Data listing.
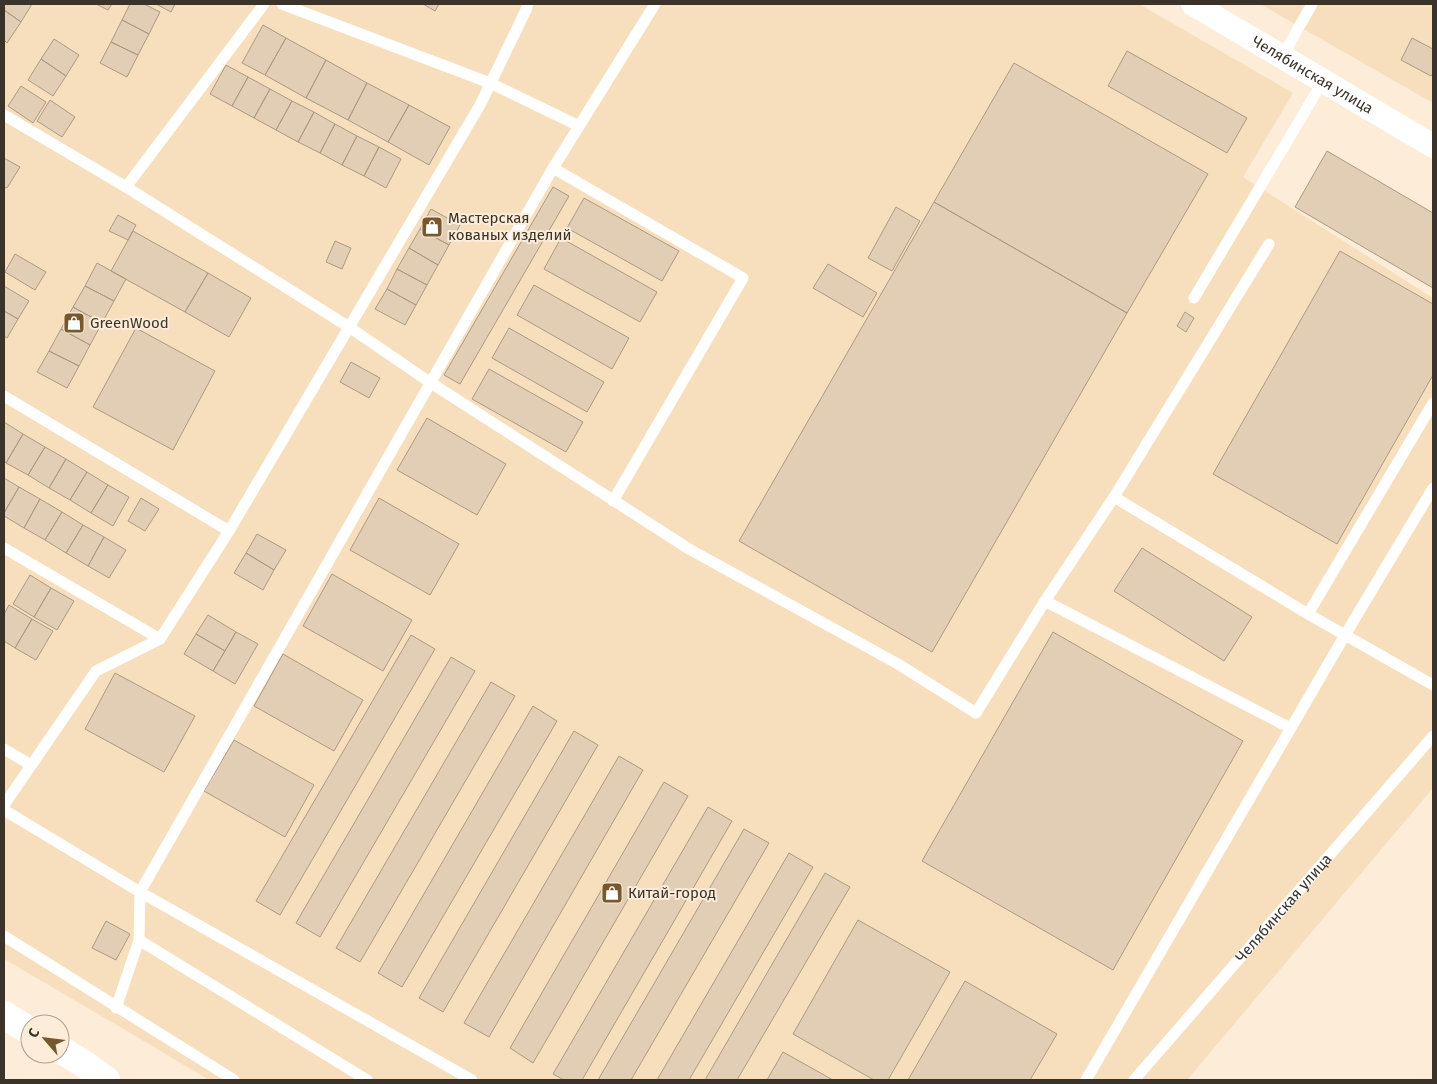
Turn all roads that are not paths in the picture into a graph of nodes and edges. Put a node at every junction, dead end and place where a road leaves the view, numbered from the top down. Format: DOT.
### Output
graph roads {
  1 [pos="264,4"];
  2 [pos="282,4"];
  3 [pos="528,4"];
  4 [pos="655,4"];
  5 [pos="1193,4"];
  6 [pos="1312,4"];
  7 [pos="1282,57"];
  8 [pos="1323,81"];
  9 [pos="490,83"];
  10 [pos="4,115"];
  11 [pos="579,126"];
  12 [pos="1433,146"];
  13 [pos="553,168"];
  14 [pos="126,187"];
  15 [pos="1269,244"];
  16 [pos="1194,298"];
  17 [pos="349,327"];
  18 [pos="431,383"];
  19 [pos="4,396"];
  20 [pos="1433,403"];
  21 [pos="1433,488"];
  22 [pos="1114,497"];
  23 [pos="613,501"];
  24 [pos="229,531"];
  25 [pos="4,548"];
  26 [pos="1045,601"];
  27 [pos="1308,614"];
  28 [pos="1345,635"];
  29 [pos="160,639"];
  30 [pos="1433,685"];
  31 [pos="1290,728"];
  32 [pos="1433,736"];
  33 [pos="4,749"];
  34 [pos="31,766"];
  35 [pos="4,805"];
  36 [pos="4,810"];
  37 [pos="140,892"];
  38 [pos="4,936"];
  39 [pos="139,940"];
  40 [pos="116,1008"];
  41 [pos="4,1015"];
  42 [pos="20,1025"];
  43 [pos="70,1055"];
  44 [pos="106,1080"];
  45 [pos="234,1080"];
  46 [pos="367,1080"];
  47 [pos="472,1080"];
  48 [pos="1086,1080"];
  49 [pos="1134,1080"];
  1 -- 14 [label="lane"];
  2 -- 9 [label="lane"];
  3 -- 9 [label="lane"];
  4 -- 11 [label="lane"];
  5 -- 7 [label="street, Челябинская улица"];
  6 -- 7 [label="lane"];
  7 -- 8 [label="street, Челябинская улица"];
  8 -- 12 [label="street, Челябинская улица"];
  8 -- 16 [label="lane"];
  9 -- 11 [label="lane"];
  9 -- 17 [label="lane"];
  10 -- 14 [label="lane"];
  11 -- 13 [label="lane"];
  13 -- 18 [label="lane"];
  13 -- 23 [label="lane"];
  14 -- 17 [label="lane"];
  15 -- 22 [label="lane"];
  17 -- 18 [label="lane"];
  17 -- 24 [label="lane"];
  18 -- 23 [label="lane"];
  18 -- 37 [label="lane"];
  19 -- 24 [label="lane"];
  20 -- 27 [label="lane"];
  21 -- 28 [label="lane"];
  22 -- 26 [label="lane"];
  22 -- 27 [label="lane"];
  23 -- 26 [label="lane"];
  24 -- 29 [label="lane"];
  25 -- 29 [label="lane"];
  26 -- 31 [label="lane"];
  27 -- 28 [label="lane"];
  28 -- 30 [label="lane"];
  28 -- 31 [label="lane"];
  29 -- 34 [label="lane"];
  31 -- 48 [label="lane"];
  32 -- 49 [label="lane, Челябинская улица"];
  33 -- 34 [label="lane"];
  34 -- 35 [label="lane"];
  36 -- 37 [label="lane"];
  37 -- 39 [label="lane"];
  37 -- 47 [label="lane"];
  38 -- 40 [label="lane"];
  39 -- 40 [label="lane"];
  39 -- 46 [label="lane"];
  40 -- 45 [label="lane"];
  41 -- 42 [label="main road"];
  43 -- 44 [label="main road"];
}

Directions. Each line in the data where the string "street" occurs should be identified and copied.

Result for this exercise.
  5 -- 7 [label="street, Челябинская улица"];
  7 -- 8 [label="street, Челябинская улица"];
  8 -- 12 [label="street, Челябинская улица"];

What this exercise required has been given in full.